→ **Instructions to follow**
Copy out each line of the data that holds the string "dead".

--- Material shown Enclosed Below ---

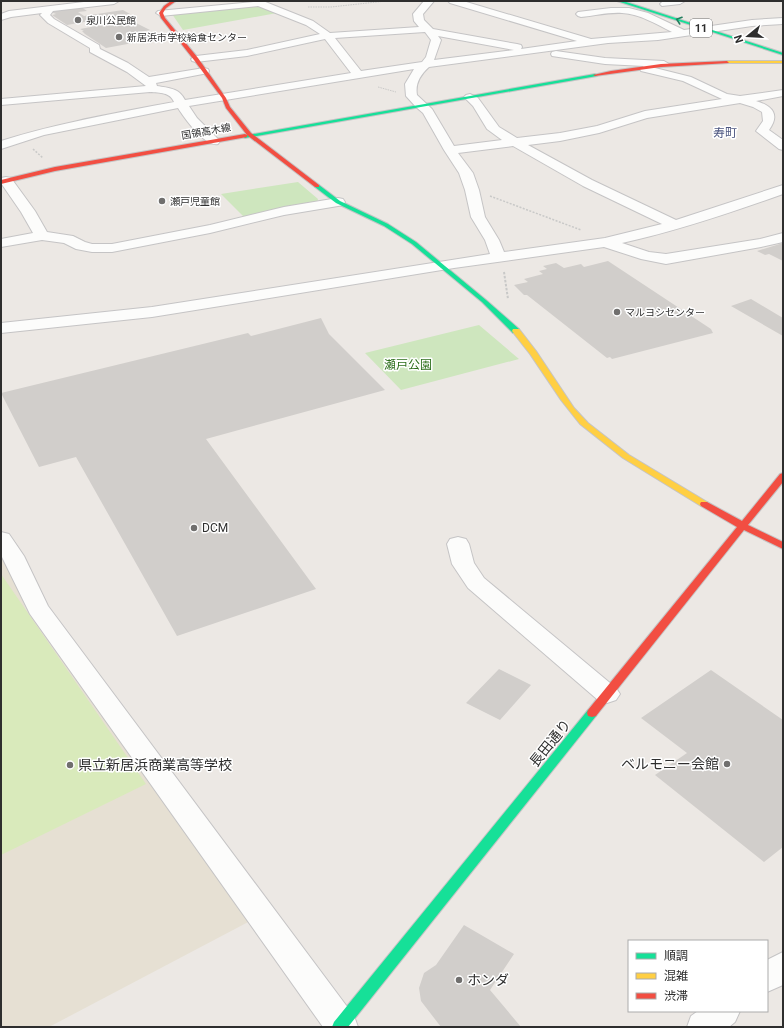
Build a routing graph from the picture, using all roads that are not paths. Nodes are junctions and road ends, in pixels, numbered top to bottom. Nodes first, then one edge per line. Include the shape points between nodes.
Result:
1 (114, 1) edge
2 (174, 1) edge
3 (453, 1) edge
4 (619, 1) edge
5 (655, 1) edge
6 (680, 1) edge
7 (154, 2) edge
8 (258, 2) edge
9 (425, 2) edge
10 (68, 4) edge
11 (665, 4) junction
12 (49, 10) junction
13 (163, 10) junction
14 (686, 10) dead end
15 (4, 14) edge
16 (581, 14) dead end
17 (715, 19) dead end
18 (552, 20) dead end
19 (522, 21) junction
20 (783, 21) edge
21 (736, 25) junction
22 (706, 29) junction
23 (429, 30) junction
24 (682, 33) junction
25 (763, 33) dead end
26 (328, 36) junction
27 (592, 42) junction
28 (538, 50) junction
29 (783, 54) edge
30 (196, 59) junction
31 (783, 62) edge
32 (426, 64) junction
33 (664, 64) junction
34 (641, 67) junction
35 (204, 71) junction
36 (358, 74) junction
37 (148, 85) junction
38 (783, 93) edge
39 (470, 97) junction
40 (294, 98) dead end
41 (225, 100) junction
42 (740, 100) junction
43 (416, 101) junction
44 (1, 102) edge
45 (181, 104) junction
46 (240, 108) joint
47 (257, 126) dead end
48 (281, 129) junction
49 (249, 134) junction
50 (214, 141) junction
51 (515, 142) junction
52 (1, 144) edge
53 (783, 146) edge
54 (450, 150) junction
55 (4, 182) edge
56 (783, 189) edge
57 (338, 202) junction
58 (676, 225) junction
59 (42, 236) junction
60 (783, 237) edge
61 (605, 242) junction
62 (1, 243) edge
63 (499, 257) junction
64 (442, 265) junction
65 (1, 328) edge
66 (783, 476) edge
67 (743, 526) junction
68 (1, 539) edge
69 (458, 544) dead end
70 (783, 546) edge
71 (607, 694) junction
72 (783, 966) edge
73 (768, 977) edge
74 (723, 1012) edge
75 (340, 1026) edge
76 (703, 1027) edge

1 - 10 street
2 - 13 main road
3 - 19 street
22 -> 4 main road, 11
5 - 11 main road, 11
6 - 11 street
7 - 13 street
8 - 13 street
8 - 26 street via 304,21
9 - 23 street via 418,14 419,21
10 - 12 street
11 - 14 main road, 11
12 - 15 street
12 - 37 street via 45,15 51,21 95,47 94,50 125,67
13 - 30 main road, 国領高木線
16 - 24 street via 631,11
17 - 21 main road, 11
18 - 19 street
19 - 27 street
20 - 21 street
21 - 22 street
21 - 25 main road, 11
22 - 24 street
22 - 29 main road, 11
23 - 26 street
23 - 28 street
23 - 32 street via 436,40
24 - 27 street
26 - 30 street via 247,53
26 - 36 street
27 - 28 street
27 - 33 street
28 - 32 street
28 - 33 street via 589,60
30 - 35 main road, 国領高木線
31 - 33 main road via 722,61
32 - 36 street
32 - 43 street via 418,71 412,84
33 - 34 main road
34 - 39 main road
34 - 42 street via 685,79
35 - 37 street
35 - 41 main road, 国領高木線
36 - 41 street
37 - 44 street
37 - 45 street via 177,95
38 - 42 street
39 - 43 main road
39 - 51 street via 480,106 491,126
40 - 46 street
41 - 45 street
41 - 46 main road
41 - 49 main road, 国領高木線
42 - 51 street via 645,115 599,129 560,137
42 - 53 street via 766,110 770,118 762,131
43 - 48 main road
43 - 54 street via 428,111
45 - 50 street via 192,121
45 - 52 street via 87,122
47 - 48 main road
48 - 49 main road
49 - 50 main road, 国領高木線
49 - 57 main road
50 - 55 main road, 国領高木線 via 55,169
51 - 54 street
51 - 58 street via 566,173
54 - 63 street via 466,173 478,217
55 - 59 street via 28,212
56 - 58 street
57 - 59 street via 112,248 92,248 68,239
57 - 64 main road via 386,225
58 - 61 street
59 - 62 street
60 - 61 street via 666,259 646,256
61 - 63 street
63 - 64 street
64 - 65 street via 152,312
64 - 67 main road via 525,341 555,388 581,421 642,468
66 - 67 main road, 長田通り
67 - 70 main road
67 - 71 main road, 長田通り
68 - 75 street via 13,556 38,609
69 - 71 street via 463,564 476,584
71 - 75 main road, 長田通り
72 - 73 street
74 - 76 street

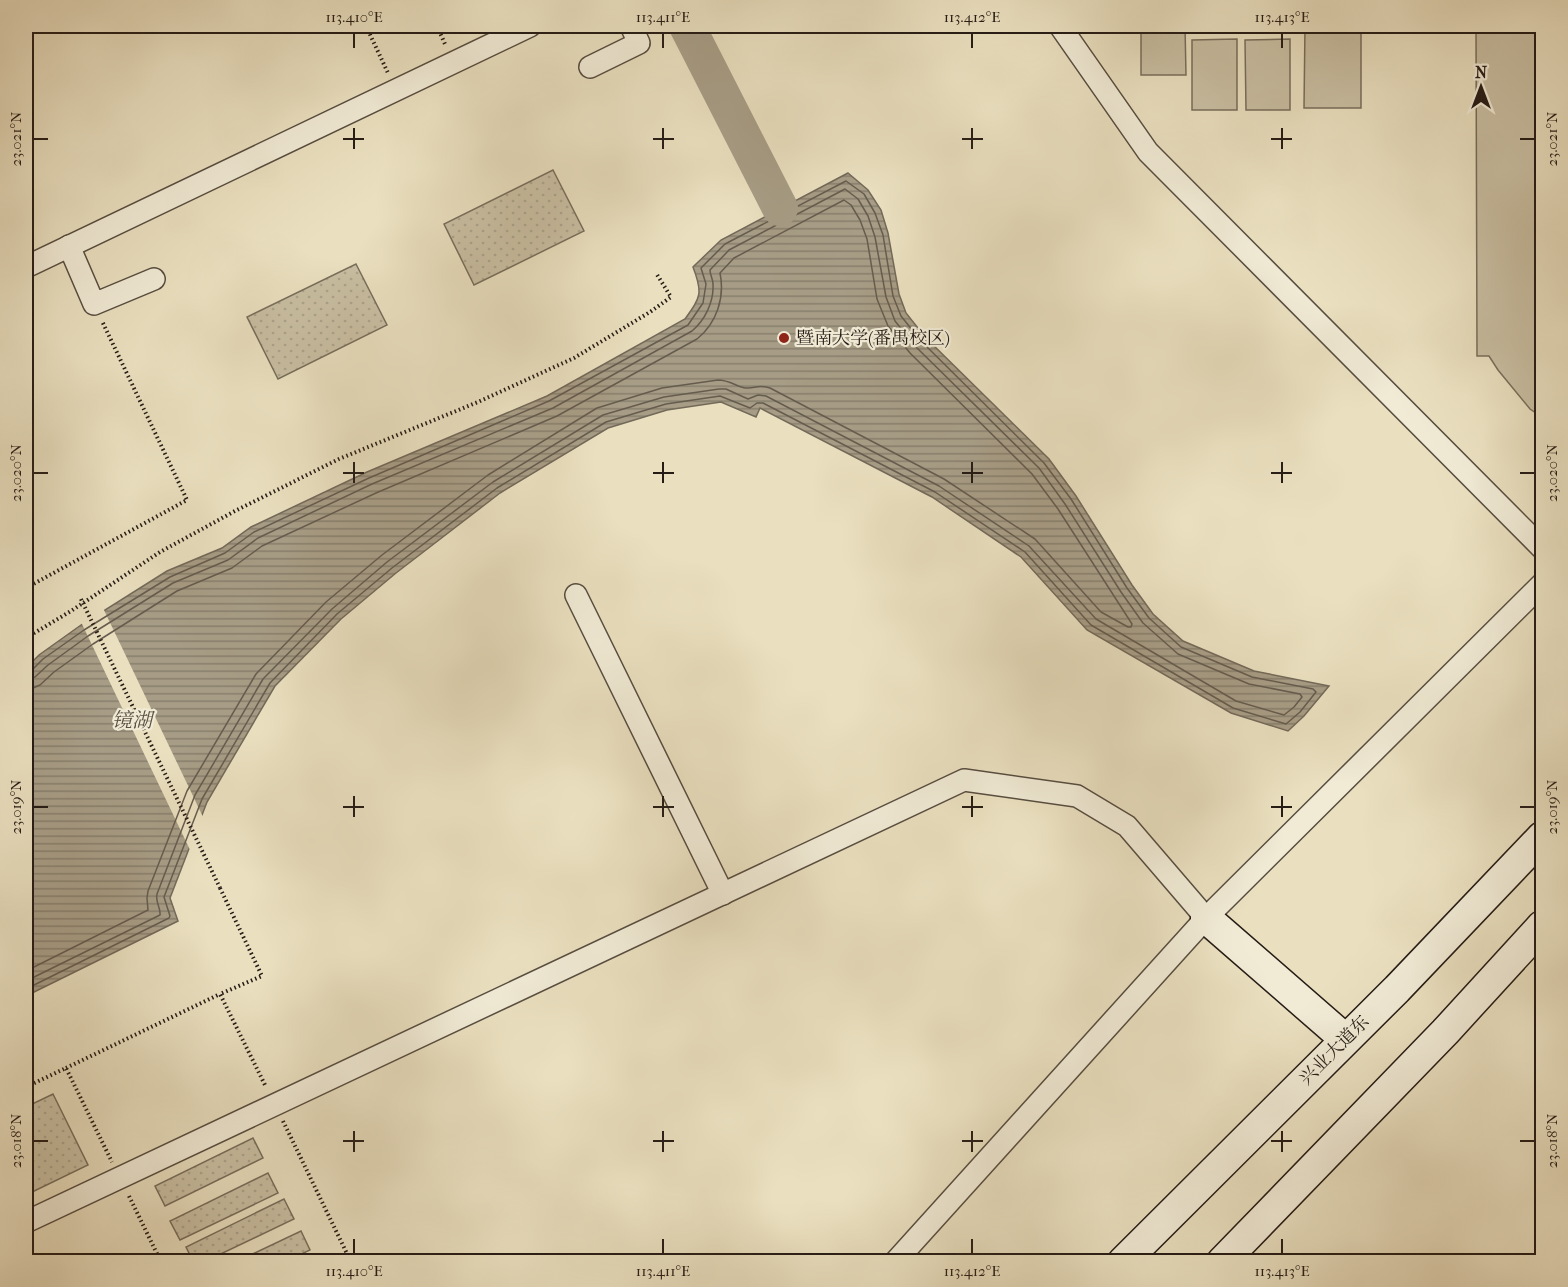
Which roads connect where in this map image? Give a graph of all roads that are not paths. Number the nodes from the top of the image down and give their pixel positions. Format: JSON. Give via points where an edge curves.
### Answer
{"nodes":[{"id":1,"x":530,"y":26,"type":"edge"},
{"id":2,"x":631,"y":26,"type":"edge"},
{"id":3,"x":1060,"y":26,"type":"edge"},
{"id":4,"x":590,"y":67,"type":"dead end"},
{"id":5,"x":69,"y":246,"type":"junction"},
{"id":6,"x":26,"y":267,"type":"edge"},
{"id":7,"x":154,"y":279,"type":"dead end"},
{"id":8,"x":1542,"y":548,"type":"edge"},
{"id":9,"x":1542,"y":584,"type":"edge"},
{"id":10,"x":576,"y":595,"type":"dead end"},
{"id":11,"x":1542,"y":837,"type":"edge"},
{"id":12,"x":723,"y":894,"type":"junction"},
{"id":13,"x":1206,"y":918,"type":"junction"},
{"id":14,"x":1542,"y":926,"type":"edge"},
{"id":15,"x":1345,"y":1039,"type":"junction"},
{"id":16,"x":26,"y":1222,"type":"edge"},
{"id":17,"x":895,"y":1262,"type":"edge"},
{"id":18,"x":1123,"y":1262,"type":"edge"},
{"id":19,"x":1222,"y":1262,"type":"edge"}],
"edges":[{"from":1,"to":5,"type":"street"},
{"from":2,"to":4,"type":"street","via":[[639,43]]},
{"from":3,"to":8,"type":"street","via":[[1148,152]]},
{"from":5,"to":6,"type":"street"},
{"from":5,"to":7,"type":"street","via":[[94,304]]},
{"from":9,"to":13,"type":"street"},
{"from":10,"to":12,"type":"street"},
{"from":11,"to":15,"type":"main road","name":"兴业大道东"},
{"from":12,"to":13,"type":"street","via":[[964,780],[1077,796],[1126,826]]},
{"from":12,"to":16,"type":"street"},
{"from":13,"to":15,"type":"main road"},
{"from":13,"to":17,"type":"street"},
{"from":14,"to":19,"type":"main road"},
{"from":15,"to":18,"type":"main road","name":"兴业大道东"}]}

--- End of Enclosed Material shown ---

→ **Task response**
14 (686, 10) dead end
16 (581, 14) dead end
17 (715, 19) dead end
18 (552, 20) dead end
25 (763, 33) dead end
40 (294, 98) dead end
47 (257, 126) dead end
69 (458, 544) dead end
{"id":4,"x":590,"y":67,"type":"dead end"},
{"id":7,"x":154,"y":279,"type":"dead end"},
{"id":10,"x":576,"y":595,"type":"dead end"},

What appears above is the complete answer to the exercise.